Previous studies implicated B. truncatus as the only Bulinus species that transmits S. haematobium in Egypt and other parts of northern Africa, while Bulinus globosus is implicated for schistosomiasis transmission in Zimbabwe [4]. The presence of B. truncatus in the southern African country can be attributed to the favorable environmental factors and migration of snail population; however, human activities have also increased the number of snail hosts of S. haematobium. This is a cause for concern and there is a need to improve measures for effective snail control strategies.

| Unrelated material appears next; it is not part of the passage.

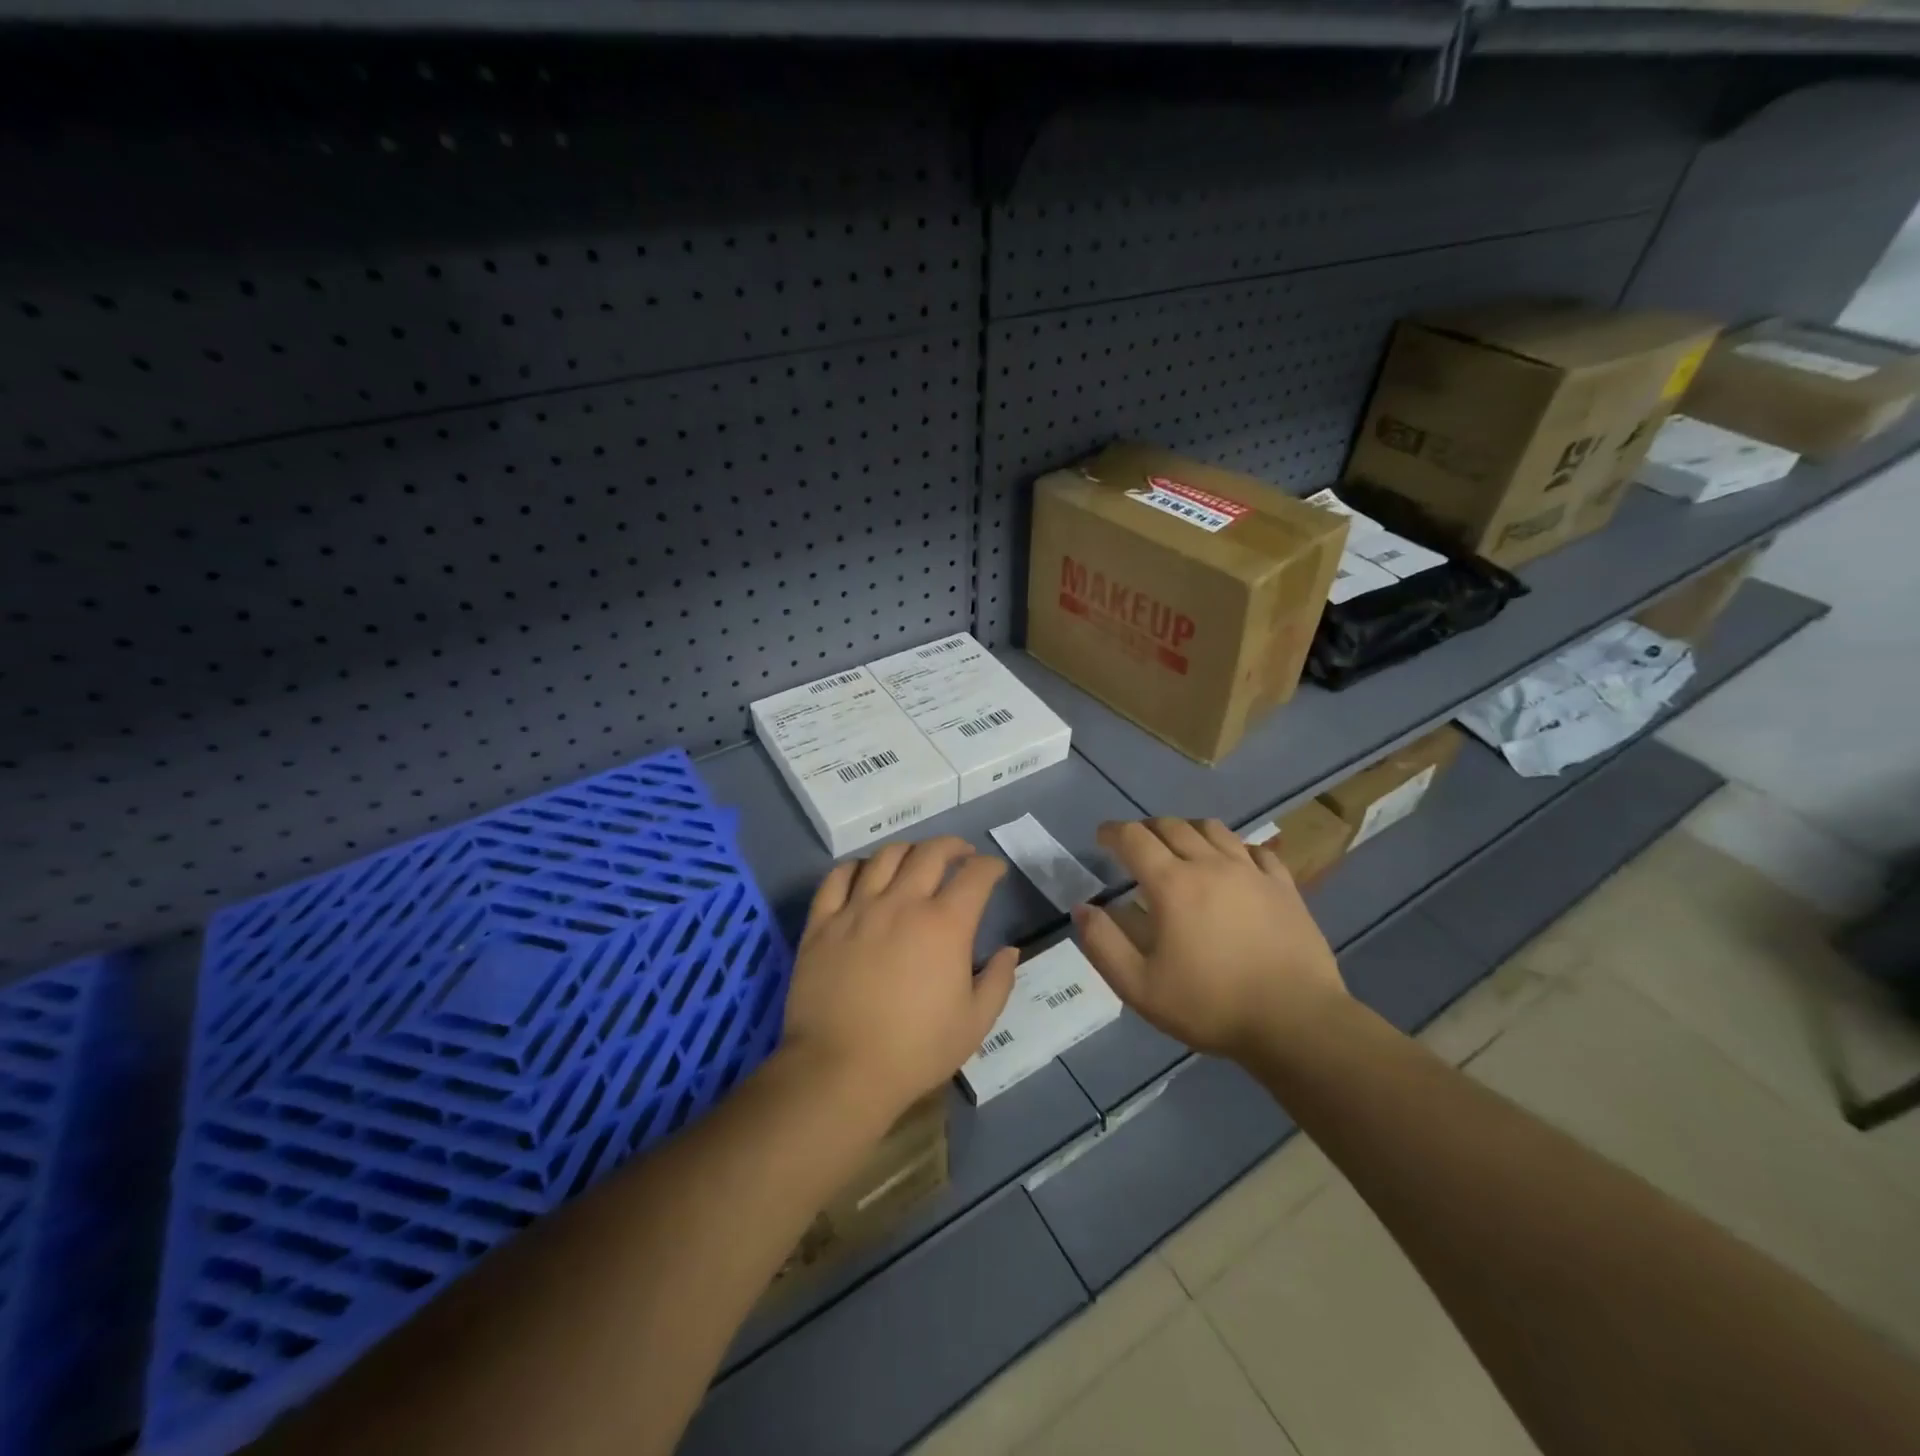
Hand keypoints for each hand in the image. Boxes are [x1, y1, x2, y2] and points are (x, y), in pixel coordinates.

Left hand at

Differentiating snail host populations to assess their diversity should be prioritized in Africa, where host snails’ genome data is scarce for most schistosomiasis endemic countries [18]. Efforts should be made to initiate a continent-wide snail host genome project to help develop a more comprehensive and robust snail host genome database for the African continent.

5. Conclusions

This study identified B. truncatus, the snail host of S. haematobium obtained from Giza and Sharkia (Egypt), Barakat area (Sudan), and Madziwa, Shamva District (Zimbabwe) using COI and ITS 1 markers, as well as provided information on their genetic diversity.

With the increasing global call that effective schistosomiasis control programmes should target snail control, there is a need to prioritize snail studies for effective mapping of schistosomiasis transmission [38], as well as to strengthen surveillance strategies.